What you are asked to do:
Exactly as written, output the lines below starting from the first and ending with the line that contains "const shape = rows"; omit pictures.

Source material:
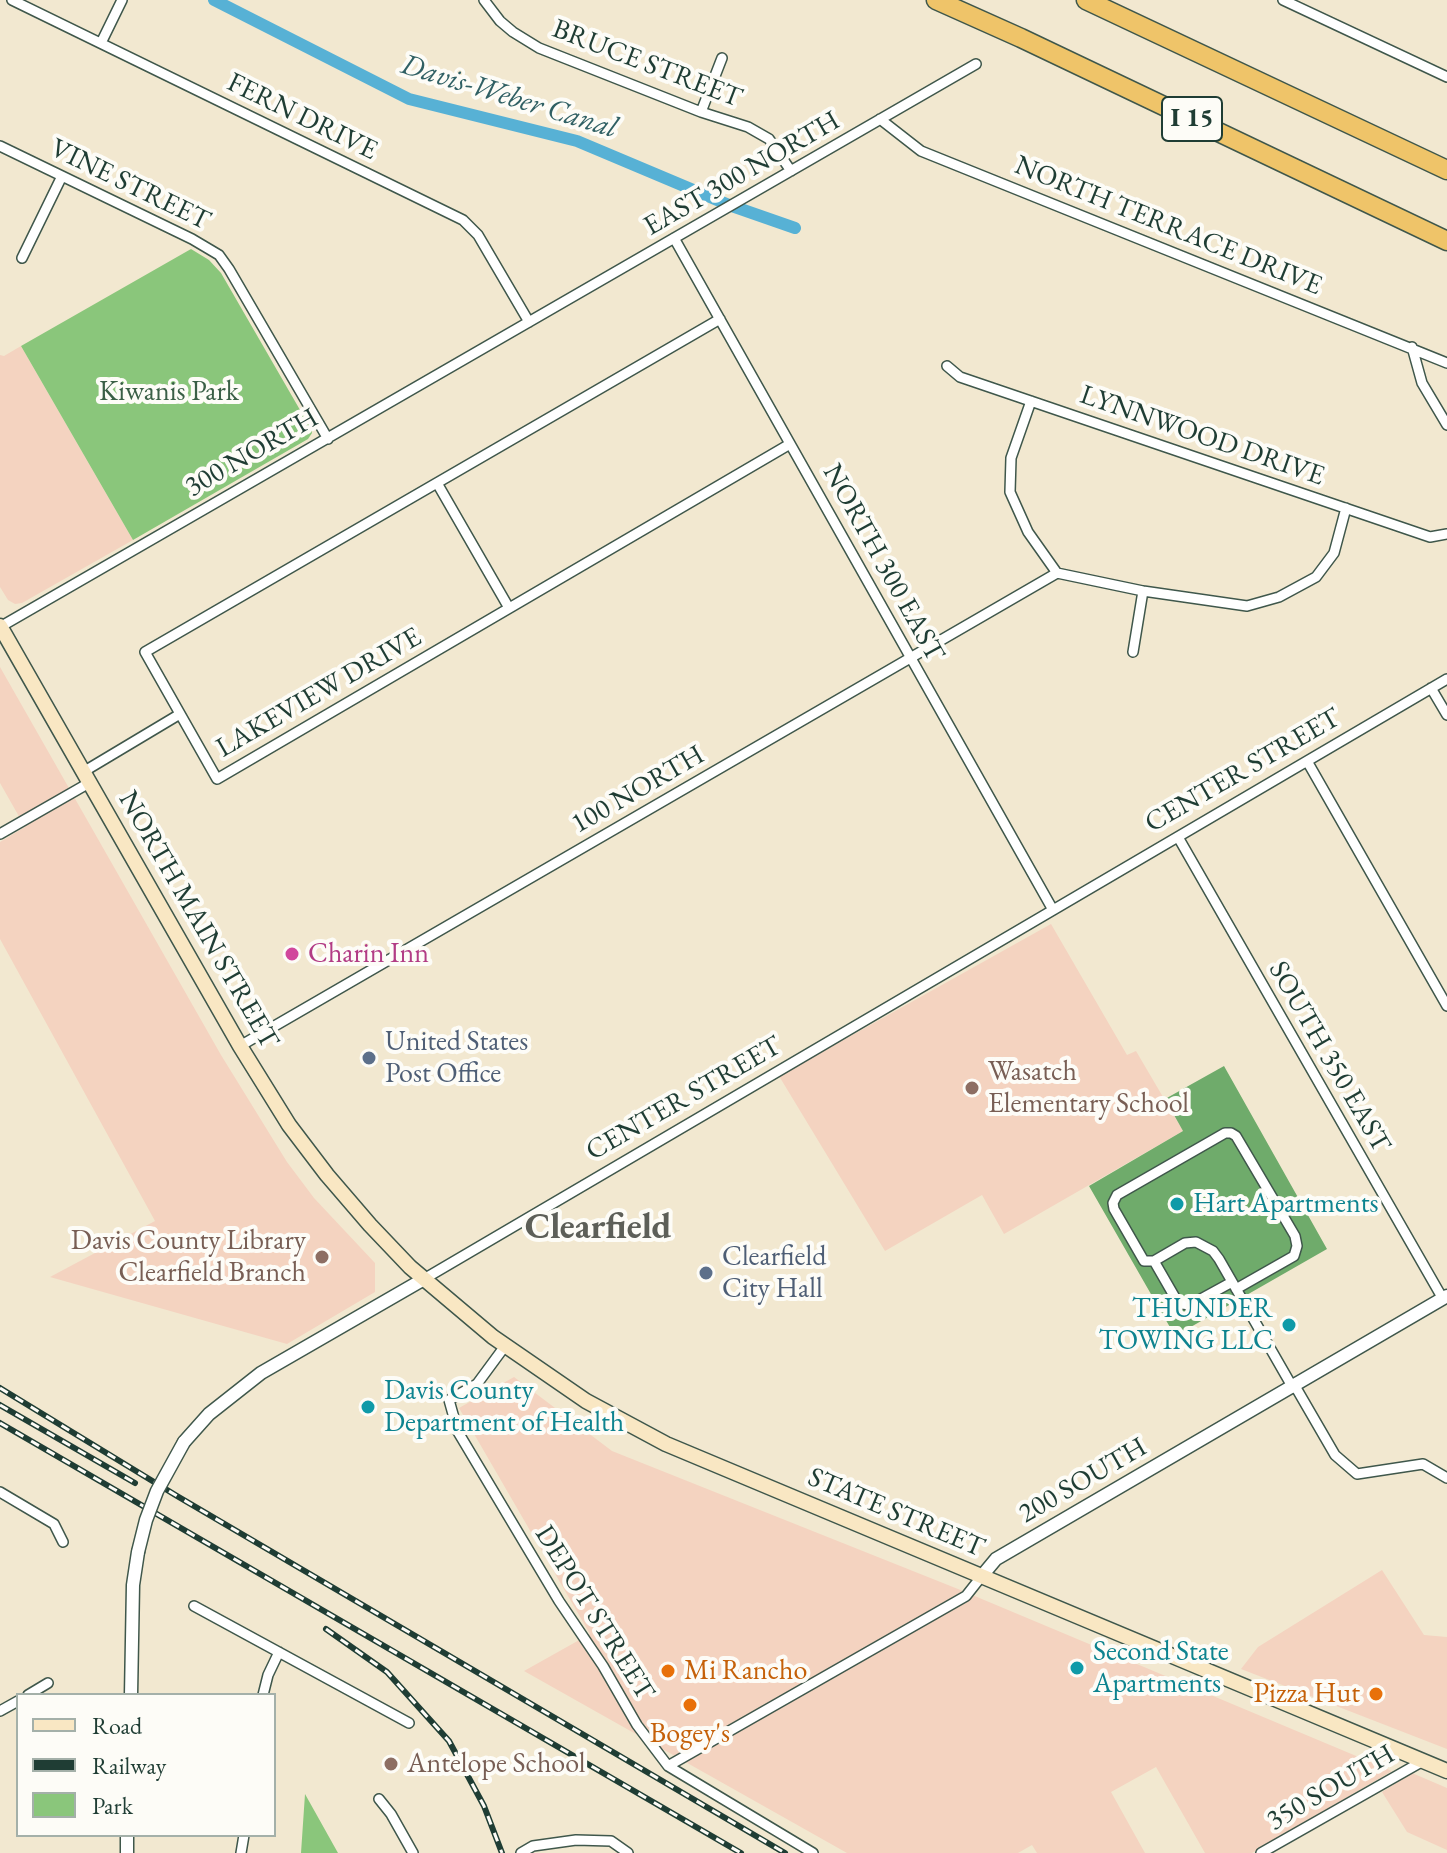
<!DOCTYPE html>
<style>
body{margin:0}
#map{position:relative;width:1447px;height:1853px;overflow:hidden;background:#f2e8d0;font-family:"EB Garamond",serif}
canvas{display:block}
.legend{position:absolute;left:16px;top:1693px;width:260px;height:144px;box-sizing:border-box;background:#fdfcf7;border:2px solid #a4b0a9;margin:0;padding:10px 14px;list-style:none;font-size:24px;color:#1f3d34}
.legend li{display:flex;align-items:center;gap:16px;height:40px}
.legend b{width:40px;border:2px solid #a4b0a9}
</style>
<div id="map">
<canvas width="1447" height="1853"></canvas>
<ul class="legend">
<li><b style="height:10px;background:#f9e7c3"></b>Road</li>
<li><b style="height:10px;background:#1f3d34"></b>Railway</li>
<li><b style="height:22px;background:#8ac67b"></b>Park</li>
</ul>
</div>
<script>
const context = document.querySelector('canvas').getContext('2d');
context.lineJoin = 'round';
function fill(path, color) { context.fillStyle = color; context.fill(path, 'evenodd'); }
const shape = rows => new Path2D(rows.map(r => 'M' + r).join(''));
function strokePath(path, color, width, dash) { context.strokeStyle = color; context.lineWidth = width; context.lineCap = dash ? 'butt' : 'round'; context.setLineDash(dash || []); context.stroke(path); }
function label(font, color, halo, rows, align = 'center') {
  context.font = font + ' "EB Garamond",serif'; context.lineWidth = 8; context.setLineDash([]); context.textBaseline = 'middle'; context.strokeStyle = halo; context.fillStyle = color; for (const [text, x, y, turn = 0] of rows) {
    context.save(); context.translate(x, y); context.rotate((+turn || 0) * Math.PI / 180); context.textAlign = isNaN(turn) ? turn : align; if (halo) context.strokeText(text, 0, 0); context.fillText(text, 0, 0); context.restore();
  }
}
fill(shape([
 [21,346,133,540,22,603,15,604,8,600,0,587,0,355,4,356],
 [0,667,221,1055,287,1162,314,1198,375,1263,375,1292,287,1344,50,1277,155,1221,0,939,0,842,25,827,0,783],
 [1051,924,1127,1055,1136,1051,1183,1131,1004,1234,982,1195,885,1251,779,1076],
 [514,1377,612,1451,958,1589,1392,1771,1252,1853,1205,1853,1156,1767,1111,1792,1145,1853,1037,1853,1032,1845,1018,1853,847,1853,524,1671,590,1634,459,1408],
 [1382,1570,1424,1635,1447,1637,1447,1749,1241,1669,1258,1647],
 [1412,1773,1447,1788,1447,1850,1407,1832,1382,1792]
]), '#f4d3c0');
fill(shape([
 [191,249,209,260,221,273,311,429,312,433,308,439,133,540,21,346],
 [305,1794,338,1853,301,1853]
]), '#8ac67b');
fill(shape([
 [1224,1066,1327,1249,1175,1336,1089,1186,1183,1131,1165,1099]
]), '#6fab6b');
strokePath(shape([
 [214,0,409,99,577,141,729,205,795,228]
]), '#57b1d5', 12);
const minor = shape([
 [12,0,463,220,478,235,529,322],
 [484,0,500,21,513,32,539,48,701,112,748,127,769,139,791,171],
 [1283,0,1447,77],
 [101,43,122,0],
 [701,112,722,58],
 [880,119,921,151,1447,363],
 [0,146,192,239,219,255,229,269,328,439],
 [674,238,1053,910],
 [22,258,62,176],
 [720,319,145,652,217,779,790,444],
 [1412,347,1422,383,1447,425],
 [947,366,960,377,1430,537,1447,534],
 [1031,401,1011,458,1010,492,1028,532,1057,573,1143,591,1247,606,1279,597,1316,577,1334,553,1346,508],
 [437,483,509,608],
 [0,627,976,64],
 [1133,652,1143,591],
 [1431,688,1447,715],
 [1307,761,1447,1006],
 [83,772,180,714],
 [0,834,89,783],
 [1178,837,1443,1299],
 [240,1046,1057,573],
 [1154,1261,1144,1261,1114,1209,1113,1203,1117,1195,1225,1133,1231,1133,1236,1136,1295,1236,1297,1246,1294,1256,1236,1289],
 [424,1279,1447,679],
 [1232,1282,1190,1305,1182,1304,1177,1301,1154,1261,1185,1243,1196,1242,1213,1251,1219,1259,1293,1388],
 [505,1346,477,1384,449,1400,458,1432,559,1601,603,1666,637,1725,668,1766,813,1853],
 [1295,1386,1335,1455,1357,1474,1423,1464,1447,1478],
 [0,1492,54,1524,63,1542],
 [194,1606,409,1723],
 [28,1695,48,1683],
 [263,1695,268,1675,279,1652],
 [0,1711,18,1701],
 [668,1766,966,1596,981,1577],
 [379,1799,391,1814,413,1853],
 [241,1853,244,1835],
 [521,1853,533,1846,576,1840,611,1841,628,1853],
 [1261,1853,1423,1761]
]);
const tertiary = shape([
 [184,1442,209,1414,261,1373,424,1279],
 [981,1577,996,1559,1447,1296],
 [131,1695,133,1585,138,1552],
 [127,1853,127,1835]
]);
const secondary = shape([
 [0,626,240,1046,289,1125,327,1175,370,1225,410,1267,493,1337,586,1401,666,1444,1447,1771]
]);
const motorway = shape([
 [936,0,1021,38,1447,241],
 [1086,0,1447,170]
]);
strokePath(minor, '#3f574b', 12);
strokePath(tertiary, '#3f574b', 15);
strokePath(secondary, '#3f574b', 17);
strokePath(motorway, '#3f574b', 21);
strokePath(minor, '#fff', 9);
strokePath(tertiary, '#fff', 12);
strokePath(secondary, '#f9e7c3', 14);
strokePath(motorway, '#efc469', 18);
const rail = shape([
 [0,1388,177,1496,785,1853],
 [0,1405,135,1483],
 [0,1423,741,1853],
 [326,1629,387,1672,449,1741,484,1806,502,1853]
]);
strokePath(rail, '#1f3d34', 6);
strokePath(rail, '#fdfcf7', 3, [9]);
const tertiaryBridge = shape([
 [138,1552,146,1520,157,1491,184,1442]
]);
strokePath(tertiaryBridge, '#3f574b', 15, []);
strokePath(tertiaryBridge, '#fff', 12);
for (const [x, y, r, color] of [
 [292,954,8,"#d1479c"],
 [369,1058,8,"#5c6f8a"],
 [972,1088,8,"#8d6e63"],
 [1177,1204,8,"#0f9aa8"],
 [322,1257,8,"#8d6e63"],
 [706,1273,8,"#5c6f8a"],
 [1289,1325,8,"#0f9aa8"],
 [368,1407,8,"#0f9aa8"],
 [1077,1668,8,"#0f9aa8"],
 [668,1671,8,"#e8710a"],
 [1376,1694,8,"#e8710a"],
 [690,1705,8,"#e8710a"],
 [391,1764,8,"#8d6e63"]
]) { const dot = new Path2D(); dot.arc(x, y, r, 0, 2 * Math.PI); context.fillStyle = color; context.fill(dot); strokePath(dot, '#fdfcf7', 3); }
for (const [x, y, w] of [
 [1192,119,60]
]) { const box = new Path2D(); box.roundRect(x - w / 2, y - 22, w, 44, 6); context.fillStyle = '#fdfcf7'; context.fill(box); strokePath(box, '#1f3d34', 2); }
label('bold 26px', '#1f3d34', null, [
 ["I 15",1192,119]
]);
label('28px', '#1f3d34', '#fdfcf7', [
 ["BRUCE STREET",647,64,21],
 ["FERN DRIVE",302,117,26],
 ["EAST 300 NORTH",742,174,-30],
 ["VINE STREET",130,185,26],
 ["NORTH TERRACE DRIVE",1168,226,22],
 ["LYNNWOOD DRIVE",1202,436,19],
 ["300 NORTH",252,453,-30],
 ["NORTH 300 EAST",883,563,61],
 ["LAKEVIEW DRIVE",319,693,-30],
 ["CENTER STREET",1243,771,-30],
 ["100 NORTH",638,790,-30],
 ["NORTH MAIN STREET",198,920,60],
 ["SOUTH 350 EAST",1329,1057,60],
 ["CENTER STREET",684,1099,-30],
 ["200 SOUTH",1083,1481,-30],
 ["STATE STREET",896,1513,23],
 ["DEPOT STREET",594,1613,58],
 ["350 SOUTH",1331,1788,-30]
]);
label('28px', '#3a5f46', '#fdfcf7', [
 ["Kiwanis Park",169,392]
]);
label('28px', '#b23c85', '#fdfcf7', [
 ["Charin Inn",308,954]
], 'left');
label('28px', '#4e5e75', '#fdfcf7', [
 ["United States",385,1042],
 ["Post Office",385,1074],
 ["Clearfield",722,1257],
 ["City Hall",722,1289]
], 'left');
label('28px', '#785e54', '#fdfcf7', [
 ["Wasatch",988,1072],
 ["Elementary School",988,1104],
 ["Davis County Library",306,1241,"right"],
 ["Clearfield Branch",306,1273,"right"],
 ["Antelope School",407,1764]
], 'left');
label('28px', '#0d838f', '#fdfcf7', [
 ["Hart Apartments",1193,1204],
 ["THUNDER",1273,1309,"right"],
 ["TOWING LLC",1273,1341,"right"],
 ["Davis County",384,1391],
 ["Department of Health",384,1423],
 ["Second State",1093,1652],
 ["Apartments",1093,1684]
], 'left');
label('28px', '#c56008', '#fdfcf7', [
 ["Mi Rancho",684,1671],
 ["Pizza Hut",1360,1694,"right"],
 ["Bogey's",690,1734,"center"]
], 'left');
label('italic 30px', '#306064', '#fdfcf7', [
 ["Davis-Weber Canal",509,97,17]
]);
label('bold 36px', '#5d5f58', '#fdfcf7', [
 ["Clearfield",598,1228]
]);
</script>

Final answer:
<!DOCTYPE html>
<style>
body{margin:0}
#map{position:relative;width:1447px;height:1853px;overflow:hidden;background:#f2e8d0;font-family:"EB Garamond",serif}
canvas{display:block}
.legend{position:absolute;left:16px;top:1693px;width:260px;height:144px;box-sizing:border-box;background:#fdfcf7;border:2px solid #a4b0a9;margin:0;padding:10px 14px;list-style:none;font-size:24px;color:#1f3d34}
.legend li{display:flex;align-items:center;gap:16px;height:40px}
.legend b{width:40px;border:2px solid #a4b0a9}
</style>
<div id="map">
<canvas width="1447" height="1853"></canvas>
<ul class="legend">
<li><b style="height:10px;background:#f9e7c3"></b>Road</li>
<li><b style="height:10px;background:#1f3d34"></b>Railway</li>
<li><b style="height:22px;background:#8ac67b"></b>Park</li>
</ul>
</div>
<script>
const context = document.querySelector('canvas').getContext('2d');
context.lineJoin = 'round';
function fill(path, color) { context.fillStyle = color; context.fill(path, 'evenodd'); }
const shape = rows => new Path2D(rows.map(r => 'M' + r).join(''));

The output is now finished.